Apps, Mobile & SMS

Rocki Wins Best Audio Accessory At #CES 2014

Rocki_wide-591x332By Eliot Van Buskirk of Evolver.fm.

It’s notoriously impossible to keep track of everything at CES, so I’ve been keeping tabs on coverage from people I’ve worked with personally covering the show. It takes a certain kind of person not to be overwhelmed. Wayne Cunningham scored pictures and a description of the Audi Android tablet, and now another former colleague, Wil O’Neal, executive editor of TechRadar, has a pick for the best audio device at CES: the Rocki.

In a sea of products from the biggest electronics manufacturers in the known galaxy, Rocki is a Kickstarter project that only launched about a month ago, making TechRadar’s award that much more impressive.

The Rocki (no company name), still being developed through that successful-many-times-over crowdfunding campaign, is a sort of “Sonos meets Jambox” type device that uses WiFi — either your home network or a ad hoc mobile WiFi network (as in without a router or the internet) — and a custom app to let groups of people control music and listen to it together. It also works in the car, if your car as an Aux In, so you don’t have to resort to this.

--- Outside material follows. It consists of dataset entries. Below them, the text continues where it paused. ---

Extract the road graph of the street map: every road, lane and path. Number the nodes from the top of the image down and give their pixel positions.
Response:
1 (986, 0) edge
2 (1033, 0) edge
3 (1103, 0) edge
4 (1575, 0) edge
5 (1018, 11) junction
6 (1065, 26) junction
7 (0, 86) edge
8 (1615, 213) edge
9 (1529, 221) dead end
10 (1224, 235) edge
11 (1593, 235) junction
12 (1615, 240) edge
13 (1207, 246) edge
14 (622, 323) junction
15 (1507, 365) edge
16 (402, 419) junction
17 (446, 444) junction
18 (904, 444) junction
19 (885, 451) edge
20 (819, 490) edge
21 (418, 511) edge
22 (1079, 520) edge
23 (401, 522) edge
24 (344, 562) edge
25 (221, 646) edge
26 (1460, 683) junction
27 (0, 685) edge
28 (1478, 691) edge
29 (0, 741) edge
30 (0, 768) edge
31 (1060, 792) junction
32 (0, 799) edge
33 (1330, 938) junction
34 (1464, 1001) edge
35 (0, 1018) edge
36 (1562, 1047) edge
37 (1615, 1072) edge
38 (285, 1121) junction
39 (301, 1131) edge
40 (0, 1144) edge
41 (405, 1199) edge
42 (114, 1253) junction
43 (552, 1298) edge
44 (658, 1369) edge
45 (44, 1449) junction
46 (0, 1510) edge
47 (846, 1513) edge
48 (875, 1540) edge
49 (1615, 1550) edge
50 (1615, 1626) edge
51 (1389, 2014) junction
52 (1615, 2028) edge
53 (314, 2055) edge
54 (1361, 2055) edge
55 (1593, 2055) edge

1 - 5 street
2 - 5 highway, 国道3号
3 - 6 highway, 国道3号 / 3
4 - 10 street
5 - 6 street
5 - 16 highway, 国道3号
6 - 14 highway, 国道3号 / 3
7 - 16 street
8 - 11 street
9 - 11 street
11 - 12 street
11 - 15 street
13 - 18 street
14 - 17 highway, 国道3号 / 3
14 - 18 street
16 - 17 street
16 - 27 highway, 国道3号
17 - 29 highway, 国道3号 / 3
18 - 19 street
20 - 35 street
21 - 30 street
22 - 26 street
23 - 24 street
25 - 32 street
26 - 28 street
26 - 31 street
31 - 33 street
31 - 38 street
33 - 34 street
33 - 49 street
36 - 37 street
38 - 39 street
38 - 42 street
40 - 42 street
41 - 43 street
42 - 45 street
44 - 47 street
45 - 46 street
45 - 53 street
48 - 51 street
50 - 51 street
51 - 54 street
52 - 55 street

The Rocki lacks a speaker — one reason it’s cheap. The apps are free for the main owner and guests to install from the app stores, while the sleek, angular-yet-somehow-roundish Rocki hardware, consisting of little other than a rechargeable battery, WiFi radio, DAC (digital to analog converter), processor, and micro-USB power connection, costs only $49 (analog output), or $89 for the Rocki+ (adding two digital audio outputs: optical and HDMI).

Note that neither model can output to unpowered speakers — in other words, you need to use speakers that have an amplifier connected to them, powered speakers, a boombox, a car stereo, an iPod dock, or something of that nature. One way to think of this: You cannot connect speaker wire directly to the Rocki.

Rocki-playplus-313x176Audiophiles will prefer the Rocki+ (sketch to the right), because then they can process the audio on the presumably better DAC chip in their stereo, boombox, or powered speakers.

You have to use the Rocki app to play music on your newly-wireless boombox, home speakers, or car stereo. Following a rash of coverage after Rocki’s January 2 announcement and the splash it made on the show floor, Rocki just now added Spotify and Deezer to its list of partner services, which previously included only SoundCloud.

Presumably, the team behind it will be able to add a few more services to the app before production units ship.

In addition to music from those streaming services, the apps play the local music on everyone’s phone at the party, so long as those phones have the Rocki app installed. Any format playable by the phone gets handled by the Rocki app, and because the connection is WiFi rather than Bluetooth, the system should allow for the best sound quality your speakers will allow.

It’s looking like 2014 will in fact be the year mainstream consumers get serious about wireless audio, both in the home and on the go. It sure will be nice to put those old boomboxes on the internet and take them to the beach this summer.